START Record excerpts
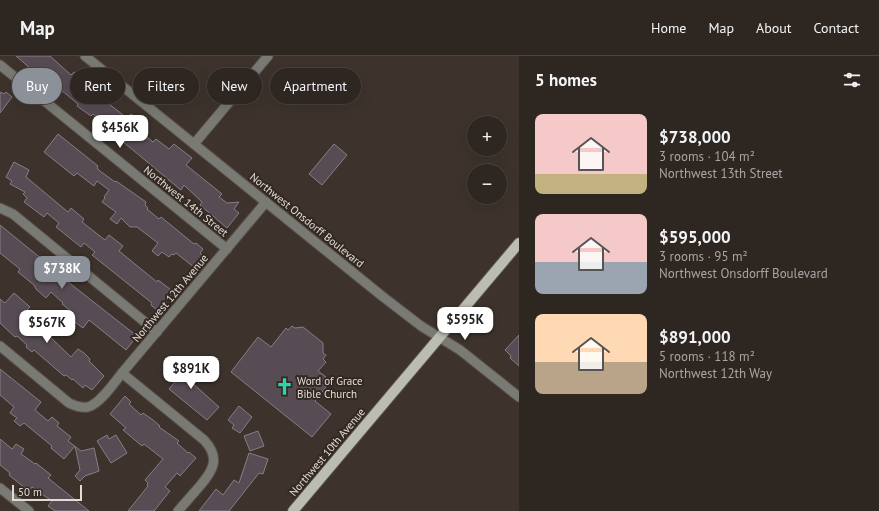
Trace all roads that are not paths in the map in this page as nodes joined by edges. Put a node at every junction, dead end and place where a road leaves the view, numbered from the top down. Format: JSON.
{"nodes":[{"id":1,"x":85,"y":56,"type":"edge"},
{"id":2,"x":268,"y":56,"type":"edge"},
{"id":3,"x":0,"y":65,"type":"edge"},
{"id":4,"x":194,"y":144,"type":"junction"},
{"id":5,"x":266,"y":202,"type":"junction"},
{"id":6,"x":0,"y":208,"type":"edge"},
{"id":7,"x":519,"y":244,"type":"edge"},
{"id":8,"x":227,"y":249,"type":"junction"},
{"id":9,"x":157,"y":332,"type":"junction"},
{"id":10,"x":439,"y":338,"type":"junction"},
{"id":11,"x":0,"y":346,"type":"edge"},
{"id":12,"x":122,"y":374,"type":"junction"},
{"id":13,"x":519,"y":397,"type":"edge"},
{"id":14,"x":0,"y":488,"type":"edge"},
{"id":15,"x":29,"y":511,"type":"edge"},
{"id":16,"x":178,"y":511,"type":"edge"},
{"id":17,"x":293,"y":511,"type":"edge"}],
"edges":[{"from":1,"to":4,"type":"street","name":"Northwest Onsdorff Boulevard"},
{"from":2,"to":4,"type":"street"},
{"from":3,"to":8,"type":"street","name":"Northwest 14th Street"},
{"from":4,"to":5,"type":"street","name":"Northwest Onsdorff Boulevard"},
{"from":5,"to":8,"type":"street","name":"Northwest 12th Avenue"},
{"from":5,"to":10,"type":"street","name":"Northwest Onsdorff Boulevard"},
{"from":6,"to":9,"type":"street"},
{"from":7,"to":10,"type":"main road","name":"Northwest 10th Avenue"},
{"from":8,"to":9,"type":"street","name":"Northwest 12th Avenue"},
{"from":9,"to":12,"type":"street","name":"Northwest 12th Avenue"},
{"from":10,"to":13,"type":"street","name":"Northwest Onsdorff Boulevard"},
{"from":10,"to":17,"type":"main road","name":"Northwest 10th Avenue"},
{"from":11,"to":12,"type":"street","name":"Northwest 12th Avenue"},
{"from":12,"to":16,"type":"street"},
{"from":14,"to":15,"type":"street"}]}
END Record excerpts
Repeat the listing above exactly, with no pictures.

## Result of this exercise
Trace all roads that are not paths in the map in this page as nodes joined by edges. Put a node at every junction, dead end and place where a road leaves the view, numbered from the top down. Format: JSON.
{"nodes":[{"id":1,"x":85,"y":56,"type":"edge"},
{"id":2,"x":268,"y":56,"type":"edge"},
{"id":3,"x":0,"y":65,"type":"edge"},
{"id":4,"x":194,"y":144,"type":"junction"},
{"id":5,"x":266,"y":202,"type":"junction"},
{"id":6,"x":0,"y":208,"type":"edge"},
{"id":7,"x":519,"y":244,"type":"edge"},
{"id":8,"x":227,"y":249,"type":"junction"},
{"id":9,"x":157,"y":332,"type":"junction"},
{"id":10,"x":439,"y":338,"type":"junction"},
{"id":11,"x":0,"y":346,"type":"edge"},
{"id":12,"x":122,"y":374,"type":"junction"},
{"id":13,"x":519,"y":397,"type":"edge"},
{"id":14,"x":0,"y":488,"type":"edge"},
{"id":15,"x":29,"y":511,"type":"edge"},
{"id":16,"x":178,"y":511,"type":"edge"},
{"id":17,"x":293,"y":511,"type":"edge"}],
"edges":[{"from":1,"to":4,"type":"street","name":"Northwest Onsdorff Boulevard"},
{"from":2,"to":4,"type":"street"},
{"from":3,"to":8,"type":"street","name":"Northwest 14th Street"},
{"from":4,"to":5,"type":"street","name":"Northwest Onsdorff Boulevard"},
{"from":5,"to":8,"type":"street","name":"Northwest 12th Avenue"},
{"from":5,"to":10,"type":"street","name":"Northwest Onsdorff Boulevard"},
{"from":6,"to":9,"type":"street"},
{"from":7,"to":10,"type":"main road","name":"Northwest 10th Avenue"},
{"from":8,"to":9,"type":"street","name":"Northwest 12th Avenue"},
{"from":9,"to":12,"type":"street","name":"Northwest 12th Avenue"},
{"from":10,"to":13,"type":"street","name":"Northwest Onsdorff Boulevard"},
{"from":10,"to":17,"type":"main road","name":"Northwest 10th Avenue"},
{"from":11,"to":12,"type":"street","name":"Northwest 12th Avenue"},
{"from":12,"to":16,"type":"street"},
{"from":14,"to":15,"type":"street"}]}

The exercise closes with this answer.